Carlos Guitarlos Band // LIVE this Sunday, May 20, 2012, 9:00PM (free/over 21)
@ The Liquid Kitty, 11780 West Pico Blvd., Los Angeles, CA 90064 (one block east of Bundy)

Featuring:
Paul Fasulo, drums (Candye Kane, The Mighty Flyers, Janiva Magness, James Harman, JT Ross, Frank Goldwasser, Jimmy Morello, Kirk Fletcher, and Carol Fran)

Mike Hightower, P-bass (Mama’s Boys, etc…. and everybody else since he got to town, many years ago)

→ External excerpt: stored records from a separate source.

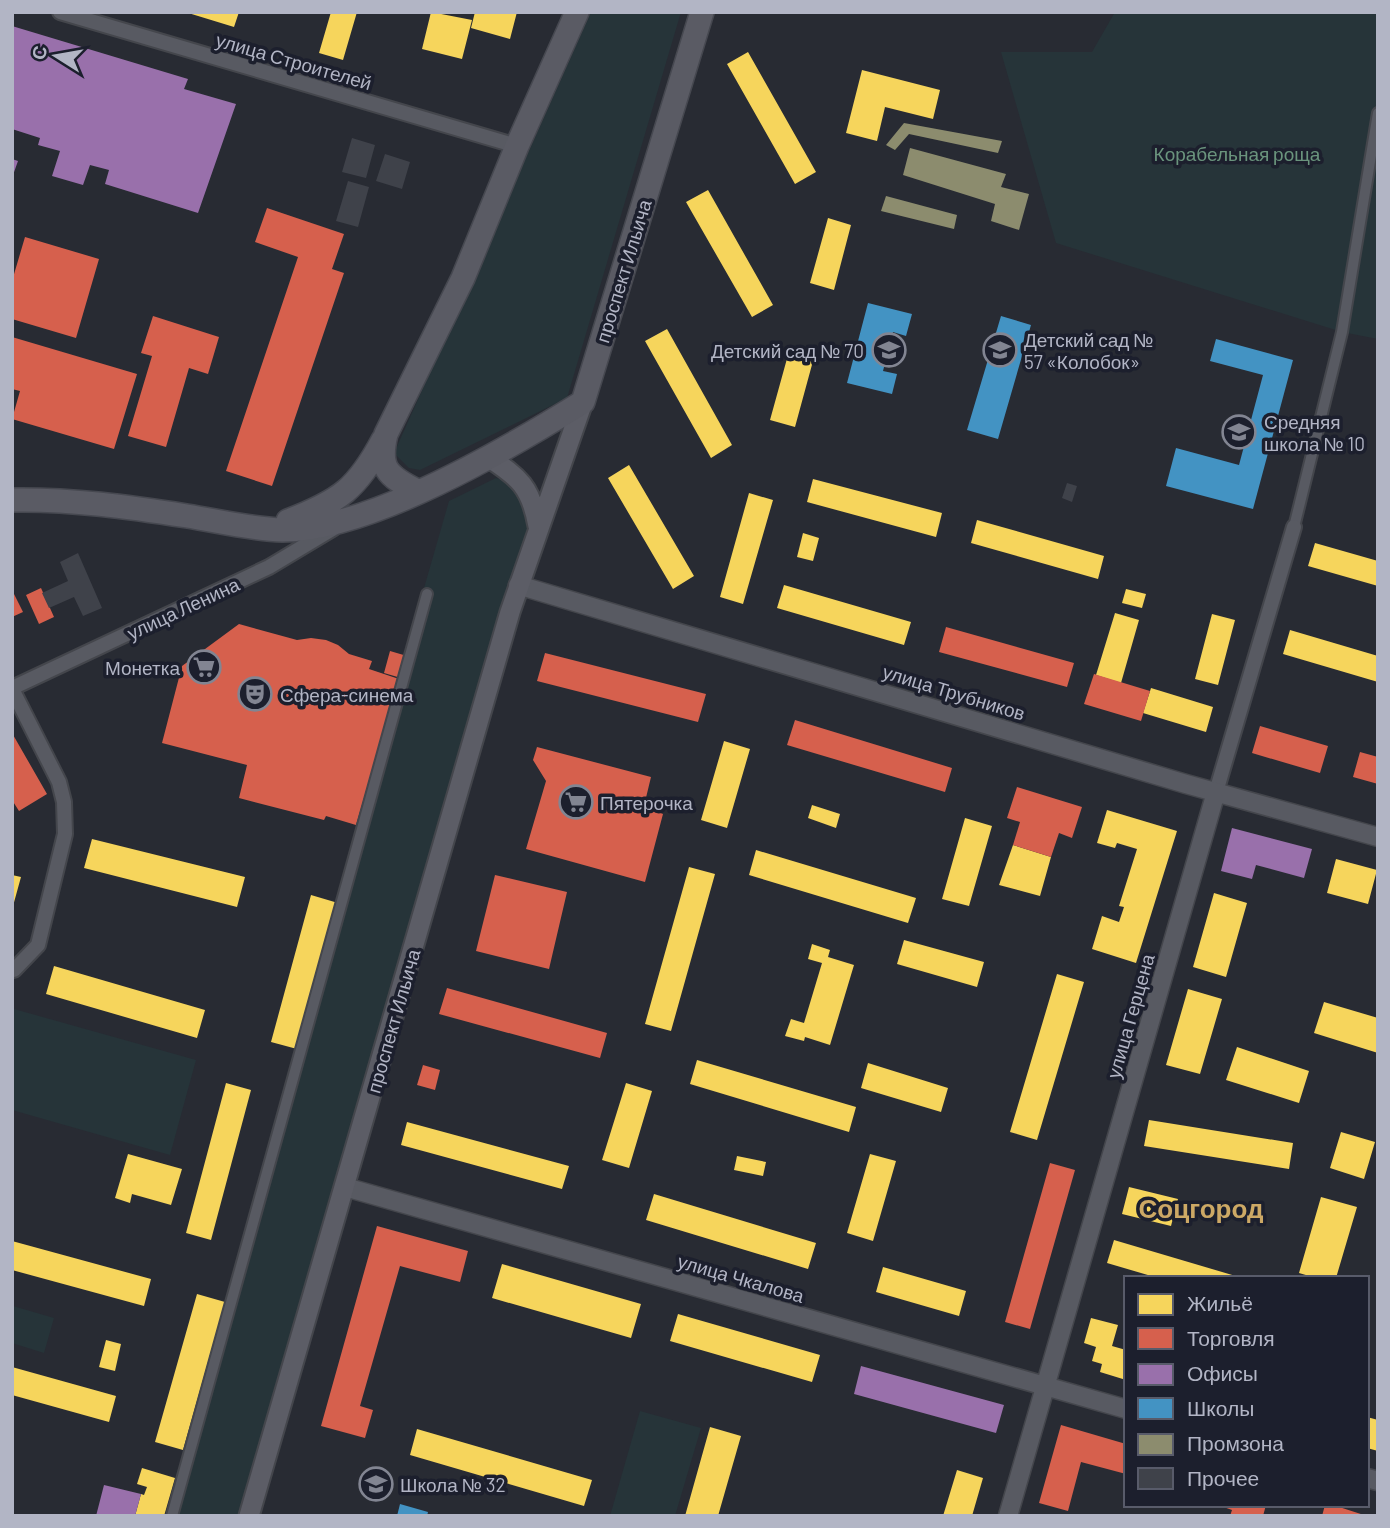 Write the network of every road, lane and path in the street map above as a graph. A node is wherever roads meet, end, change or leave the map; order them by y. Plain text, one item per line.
1 (60, 12) edge
2 (577, 12) edge
3 (702, 12) edge
4 (1378, 113) edge
5 (517, 146) junction
6 (583, 402) junction
7 (386, 434) junction
8 (488, 457) junction
9 (417, 491) junction
10 (12, 500) edge
11 (349, 519) junction
12 (538, 527) junction
13 (1294, 527) joint
14 (268, 529) junction
15 (519, 585) junction
16 (427, 594) dead end
17 (12, 688) edge
18 (1216, 792) junction
19 (1378, 837) edge
20 (13, 974) edge
21 (345, 1187) junction
22 (1046, 1386) junction
23 (1124, 1408) edge
24 (172, 1516) edge
25 (249, 1516) edge
26 (1008, 1516) edge

1 - 5 street, улица Строителей
2 - 5 main road
3 - 6 main road, проспект Ильича
4 - 13 street
5 - 7 main road
6 - 8 main road, улица Ленина
6 - 12 main road, проспект Ильича
7 - 9 main road
7 - 14 main road
8 - 9 main road, улица Ленина
8 - 12 main road
9 - 11 main road, улица Ленина
10 - 14 main road, улица Ленина
11 - 14 main road, улица Ленина
11 - 17 street, улица Ленина
12 - 15 main road, проспект Ильича
13 - 18 street, улица Герцена
15 - 18 street, улица Трубников
15 - 21 main road, проспект Ильича
16 - 24 street
17 - 20 street
18 - 19 street, улица Трубников
18 - 22 street, улица Герцена
21 - 22 street, улица Чкалова
21 - 25 main road, проспект Ильича
22 - 23 street, улица Чкалова
22 - 26 street, улица Герцена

And Carlos Guitarlos, the ferociously talented blues-rocker, best know for his association with 80′s-era Hollywood legends Top Jimmy & the Rhythm Pigs

 
Watch this video http://youtu.be/ANii872lQAU

Johnny Whiteside says:

The blues, like jazz and country music, have become so diluted and misshapen in recent years that all three essentially exist as pitiful ghosts of their formerly commanding selves. With a scarce handful of genuine blues forces left—the 90-something Delta overlord Dave “Honeyboy” Edwards, the renowned musical ambassador B.B. King—the idiom today primarily exists as a showcase for musicians whose instincts run unremittingly to a terminal state of heavy-handed overkill, manifested as a tasteless barrage of notes that seem to purposefully avoid the primitive simplicity that made blues the primary source of most American popular music.

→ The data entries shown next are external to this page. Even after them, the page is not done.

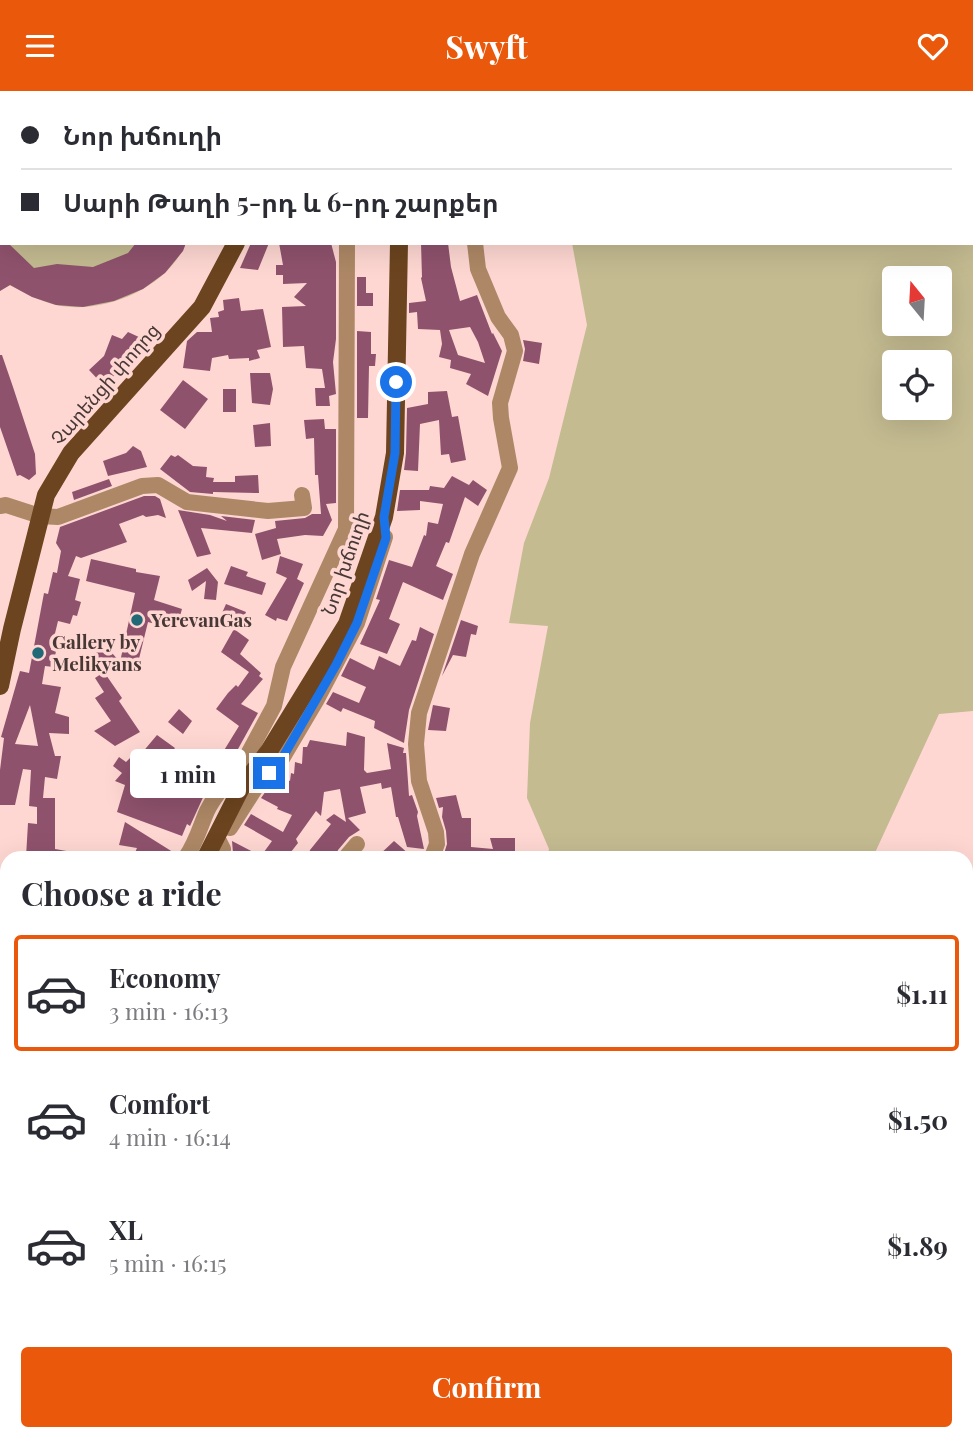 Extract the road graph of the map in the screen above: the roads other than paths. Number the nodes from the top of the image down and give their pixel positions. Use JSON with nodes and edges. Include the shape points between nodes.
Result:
{"nodes":[{"id":1,"x":235,"y":245,"type":"edge"},
{"id":2,"x":347,"y":245,"type":"edge"},
{"id":3,"x":399,"y":245,"type":"edge"},
{"id":4,"x":475,"y":245,"type":"edge"},
{"id":5,"x":303,"y":495,"type":"dead end"},
{"id":6,"x":0,"y":506,"type":"edge"},
{"id":7,"x":40,"y":516,"type":"junction"},
{"id":8,"x":0,"y":686,"type":"edge"},
{"id":9,"x":244,"y":762,"type":"junction"},
{"id":10,"x":250,"y":786,"type":"junction"},
{"id":11,"x":357,"y":844,"type":"dead end"},
{"id":12,"x":220,"y":847,"type":"edge"},
{"id":13,"x":189,"y":851,"type":"edge"},
{"id":14,"x":351,"y":851,"type":"edge"},
{"id":15,"x":434,"y":851,"type":"edge"}],
"edges":[{"from":1,"to":7,"type":"main road","name":"Չարենցի փողոց","via":[[202,307],[71,453],[46,495]]},
{"from":2,"to":9,"type":"street","via":[[346,529],[283,667],[274,706]]},
{"from":3,"to":10,"type":"main road","name":"Նոր խճուղի","via":[[395,453],[384,517],[348,624]]},
{"from":4,"to":15,"type":"street","via":[[478,269],[515,351],[500,403],[510,468],[472,554],[419,713],[419,781],[436,832]]},
{"from":5,"to":7,"type":"street","via":[[304,508],[268,510],[187,502],[158,485],[142,486],[58,517]]},
{"from":6,"to":7,"type":"street"},
{"from":7,"to":8,"type":"main road","name":"Չարենցի փողոց"},
{"from":9,"to":10,"type":"street"},
{"from":9,"to":13,"type":"street","via":[[217,793]]},
{"from":10,"to":12,"type":"main road","name":"Նոր խճուղի"},
{"from":11,"to":14,"type":"street"}]}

But within the tangled, polluted community of so-called blues players, there is yet one who stalks through the sound’s tangled jungle with a formidable mixture of dazzling technical facility, a passionate, innate understanding of the form’s spiritual qualities, and a repertoire of almost unbelievable scope—3,000 songs and counting.

That man is Carlos Guitarlos, a scrappy, hard-driving and hard-living Chicano axe-man from Southern California, whose near life-long involvement with the blues has driven him through an often brutal, cyclical course of monumental artistic peaks and disastrous, life-threatening plunges. Perhaps the only thing that’s kept him alive has been the music itself, an inescapable avocation so deeply-rooted that it’s provided Guitarlos with an unlikely yet sustaining edge.

Growing up in 1950s-era Cypress Park, a hardscrabble, working class community whose neighborhoods were ruled by the notorious Cypress Park Boys street gang, Guitarlos’ involvement with music (he was writing songs at age 14) kept his carcass safely anchored in the garage, chewing through Chuck Berry songs with a variety of cohorts, honing that devilish blues edge until it gleamed with the razor’s luminous, threatening slash-and-gash capability. By the early ‘80s, when he hooked up with powerhouse blues shouter Top Jimmy and began assaulting audiences as the twin engines of infamous aggregation Top Jimmy & the Rhythm Pigs, not even the fiercest hardcore punk bands of the day could manifest their boozy, incendiary impact.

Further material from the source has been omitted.